-- TASK TO COMPLETE --
The line count for "serif" is all that is needed: say how many lines in the listing below contain it.

§

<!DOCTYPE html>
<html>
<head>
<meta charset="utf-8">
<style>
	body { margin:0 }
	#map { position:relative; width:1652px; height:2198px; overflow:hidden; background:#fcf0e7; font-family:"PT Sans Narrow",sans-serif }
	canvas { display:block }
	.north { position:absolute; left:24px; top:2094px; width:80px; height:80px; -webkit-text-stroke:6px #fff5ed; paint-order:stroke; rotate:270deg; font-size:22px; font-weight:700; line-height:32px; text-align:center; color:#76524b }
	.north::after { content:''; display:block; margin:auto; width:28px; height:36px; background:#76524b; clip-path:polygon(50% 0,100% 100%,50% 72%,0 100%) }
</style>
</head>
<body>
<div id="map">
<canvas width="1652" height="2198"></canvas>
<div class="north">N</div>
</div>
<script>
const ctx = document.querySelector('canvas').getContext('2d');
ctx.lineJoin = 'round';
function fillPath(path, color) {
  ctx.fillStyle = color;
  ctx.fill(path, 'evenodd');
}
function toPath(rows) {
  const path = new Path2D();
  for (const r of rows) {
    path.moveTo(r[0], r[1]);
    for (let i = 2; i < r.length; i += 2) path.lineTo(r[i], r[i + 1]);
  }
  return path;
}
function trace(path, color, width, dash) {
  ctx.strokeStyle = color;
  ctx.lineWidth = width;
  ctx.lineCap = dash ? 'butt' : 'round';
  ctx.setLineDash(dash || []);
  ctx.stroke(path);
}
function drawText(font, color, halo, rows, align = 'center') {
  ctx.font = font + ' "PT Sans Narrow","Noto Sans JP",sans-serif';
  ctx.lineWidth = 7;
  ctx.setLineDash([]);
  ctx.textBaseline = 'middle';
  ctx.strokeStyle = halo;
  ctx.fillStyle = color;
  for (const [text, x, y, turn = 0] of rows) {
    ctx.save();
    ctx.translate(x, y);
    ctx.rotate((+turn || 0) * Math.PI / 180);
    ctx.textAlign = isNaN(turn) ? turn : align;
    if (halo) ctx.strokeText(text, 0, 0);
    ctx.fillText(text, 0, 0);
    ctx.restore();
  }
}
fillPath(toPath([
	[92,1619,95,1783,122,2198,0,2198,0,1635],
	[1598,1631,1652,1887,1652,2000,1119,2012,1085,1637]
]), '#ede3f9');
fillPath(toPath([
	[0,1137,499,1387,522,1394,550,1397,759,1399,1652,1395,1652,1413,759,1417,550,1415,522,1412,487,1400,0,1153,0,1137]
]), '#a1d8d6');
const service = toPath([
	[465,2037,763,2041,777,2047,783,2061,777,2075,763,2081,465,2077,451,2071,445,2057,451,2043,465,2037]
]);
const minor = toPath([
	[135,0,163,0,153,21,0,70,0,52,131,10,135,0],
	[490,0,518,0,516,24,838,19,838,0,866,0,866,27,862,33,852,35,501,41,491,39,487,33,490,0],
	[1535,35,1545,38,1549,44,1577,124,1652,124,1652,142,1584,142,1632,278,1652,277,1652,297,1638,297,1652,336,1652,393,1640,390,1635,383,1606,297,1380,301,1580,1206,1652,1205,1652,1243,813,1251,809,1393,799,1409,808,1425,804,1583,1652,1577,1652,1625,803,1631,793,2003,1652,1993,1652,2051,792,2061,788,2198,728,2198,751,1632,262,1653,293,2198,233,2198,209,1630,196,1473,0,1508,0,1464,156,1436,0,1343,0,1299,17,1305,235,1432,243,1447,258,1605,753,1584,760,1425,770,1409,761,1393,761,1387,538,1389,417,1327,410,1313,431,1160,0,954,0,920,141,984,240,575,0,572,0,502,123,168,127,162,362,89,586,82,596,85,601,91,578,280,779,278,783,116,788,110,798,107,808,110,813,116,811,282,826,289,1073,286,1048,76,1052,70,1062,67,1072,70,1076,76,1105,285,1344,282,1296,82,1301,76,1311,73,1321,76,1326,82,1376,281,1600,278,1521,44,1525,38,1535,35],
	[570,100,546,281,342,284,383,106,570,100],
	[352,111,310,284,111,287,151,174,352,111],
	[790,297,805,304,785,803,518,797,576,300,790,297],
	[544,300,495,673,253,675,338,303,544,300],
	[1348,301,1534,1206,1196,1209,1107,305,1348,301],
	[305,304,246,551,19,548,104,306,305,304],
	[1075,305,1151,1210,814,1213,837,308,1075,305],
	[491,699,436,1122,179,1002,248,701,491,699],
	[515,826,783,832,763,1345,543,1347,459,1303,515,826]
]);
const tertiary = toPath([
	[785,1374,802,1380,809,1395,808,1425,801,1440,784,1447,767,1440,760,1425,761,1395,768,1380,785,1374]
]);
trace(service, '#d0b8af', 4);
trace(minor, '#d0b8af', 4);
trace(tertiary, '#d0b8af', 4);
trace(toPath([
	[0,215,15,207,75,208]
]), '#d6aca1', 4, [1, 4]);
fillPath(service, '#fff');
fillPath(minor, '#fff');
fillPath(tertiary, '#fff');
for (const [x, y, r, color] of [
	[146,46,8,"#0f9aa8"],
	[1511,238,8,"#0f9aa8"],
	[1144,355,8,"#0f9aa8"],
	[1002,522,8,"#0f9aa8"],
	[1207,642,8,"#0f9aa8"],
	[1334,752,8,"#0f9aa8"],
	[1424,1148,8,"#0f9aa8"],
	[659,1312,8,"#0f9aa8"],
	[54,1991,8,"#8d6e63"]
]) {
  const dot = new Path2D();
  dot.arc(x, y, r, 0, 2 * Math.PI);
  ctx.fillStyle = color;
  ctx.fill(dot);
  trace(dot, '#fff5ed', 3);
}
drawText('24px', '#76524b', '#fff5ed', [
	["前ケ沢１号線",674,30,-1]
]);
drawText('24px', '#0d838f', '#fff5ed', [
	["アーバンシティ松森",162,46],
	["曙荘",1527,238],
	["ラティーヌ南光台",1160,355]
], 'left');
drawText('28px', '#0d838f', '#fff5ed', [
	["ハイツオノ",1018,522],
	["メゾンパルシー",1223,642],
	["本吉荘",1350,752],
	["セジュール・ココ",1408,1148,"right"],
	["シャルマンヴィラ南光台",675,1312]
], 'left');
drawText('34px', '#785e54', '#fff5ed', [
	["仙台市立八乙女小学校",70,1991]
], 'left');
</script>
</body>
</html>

§

-- OUTPUT FOR THIS TASK --
2